I live in a world where a woman can be everything.
Yet I don't have to be everything.

sepuluh bulan sudah jadi full time mom di rumah. yeah, ibu rumah tangga lah judulnya. rasanya cepat sekali, engga terasa. melewati masa menyusui eksklusif, weaning, baby led weaning, graduation TK, orientasi SD, menyaksikan langkah pertama anak, menyaksikan cinta pertama anak, antar-jemput, gubrak-gabruk saat mom capek dan berubah jadi momster, melalui dua tifus, ... and keep rocking to this very moment.

sepuluh bulan, dan masih mencoba untuk ikhlas.

mencoba ikhlas bahwa yang dilakukan sekarang ini jauh dari penghargaan yang terukur. jauh dari takaran piala emas, perak atau perunggu di panggung perhelatan dunia periklanan. misalnya, rumah sudah capek-capek dibersihin ya pasti acak-acakan lagi dan harus dibersihkan lagi. atau saat sudah capek-capek masak, toh titan minta menu lain yang super simpel: nasi goreng ceplok telor. apa yang mau dihargai kalau bentuk karya ibu rumah tangga aja susah terlihat : )))

mencoba ikhlas sulit untuk memiliki me time, walau kadang separuh hati berkata bahwa saya sudah cukup punya me time selama 28 tahun dan saat anak-anak besar nanti pun saya akan memiliki me time itu lagi.

mencoba ikhlas bahwa dulu pernah punya pendapatan dan bebas mau ngapain aja, sekarang jadi salary-less dan punya rasa enggak enak saat harus mengandalkan suami saja.

merasa rendah diri, karena merasa yang dihasilkan biasa-biasa saja (ya karena itu tadi, hasil kerja ibu rumah tanggak itu enggak terlihat) dan juga merasa bodoh karena rasanya otak enggak dipakai untuk sesuatu yang terukur. kalau ngantor kan jelas: kerjaan selesai tepat waktu, klien happy, menang award. itu semua kan ukuran kesuksesan. lah kalau di rumah? kwang kwang kwang kwang ...
terukurnya nanti, kalau anak-anak sudah jadi 'orang' atau rumah tetap kinclong saat keluarga bertandang : )))
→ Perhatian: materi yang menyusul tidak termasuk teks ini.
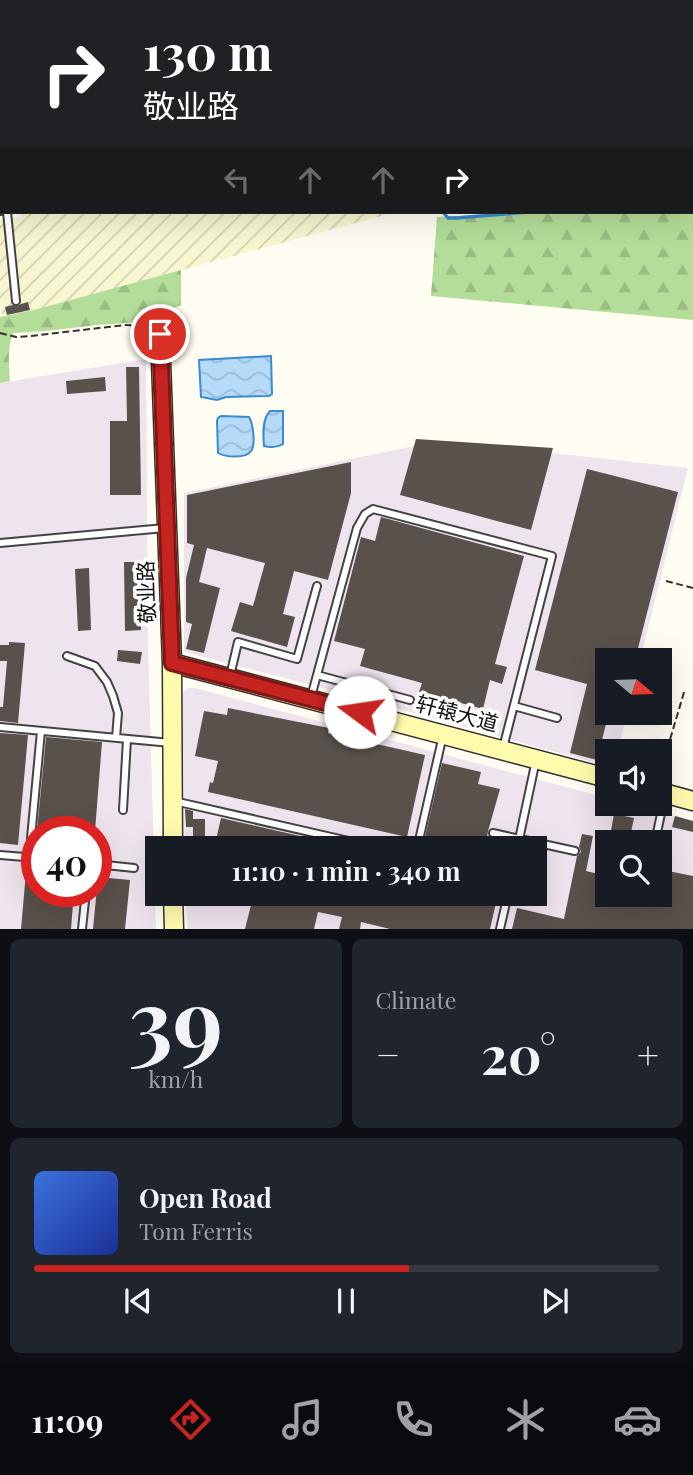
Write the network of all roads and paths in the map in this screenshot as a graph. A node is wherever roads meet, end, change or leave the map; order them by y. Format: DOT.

kalau ditanya apa saya sudah ikhlas dengan semua itu? jawabannya, saya masih terus belajar. masih mencoba mengesampingkan ego saya sebagai mantan pekerja kreatif yang ternyata tidak bisa selalu kreatif dalam urusan nyiapin masakan sehari-hari. masih mencoba untuk mengesampingkan keinginan untuk me time dengan menyingkirkan ponsel kalau bersama anak-anak. masih belajar untuk menjadi tetap cerdas dengan ikutan online course gratisan walau tutorialnya ditonton sambil terkantuk-kantuk plus sambil nyusuin. masih berusaha untuk ikhlas tidak berpenghasilan saat usaha wiraswasta lagi blooming-bloomingnya, dikalahkan dengan harus membagi waktu mempelajari kembali pelajaran SD karena pelajaran si kakak mulai serius.

di saat semua ini berkecamuk di kepala saya, sementara suami pun sibuk bekerja dan rasanya enggak enak kalau harus mendengar curhatan-curhatan kecil ini, saya sangat merindukan pembicaraan-pembicaraan ngalor ngidul (yang tentunya hanya sebatas wacana dan tidak dilakukan) dengan teman-teman. saya sangat merindukan perasaan santai dan legowo, yang tidak ingin menjadi ibu sempurna tapi cukup menjadi ibu yang dapat diandalkan saja. saya ingin menaruh rasa percaya yang lebih besar kepada anak-anak dan memberi hukuman yang jelas-jelas bisa saya lakukan, bukan sekedar ancaman. saya ingin menjalani hari-hari yang jauh dari rasa takut: takut telat ke sekolah, takut anak-anak enggak mau makan, takut anak-anak sakit, takut anak-anak gagal. saya ingin lebih ikhlas, menanggalkan ke'aku'an saya dan bersedia untuk berdiri di belakang. di belakang anak-anak dan suami.

saya dan titan di suatu pagi:

"Titan! Ayo cepat makannya, hap hap hap jangan sambil ngelamun. Nanti kita telat nih, sudah jam berapa. Belum lagi nanti macet. Atau kamu berangkat naik ojek aja ya, sendiri!"

"Ah bunda, bunda nih banyak takutnya. takut kecoak, takut telat, takut gemuk, takut takut takut apaaa lagi, masih banyak. titan aja cuma dua takutnya. takut laba-laba sama takut kalau bunda marah."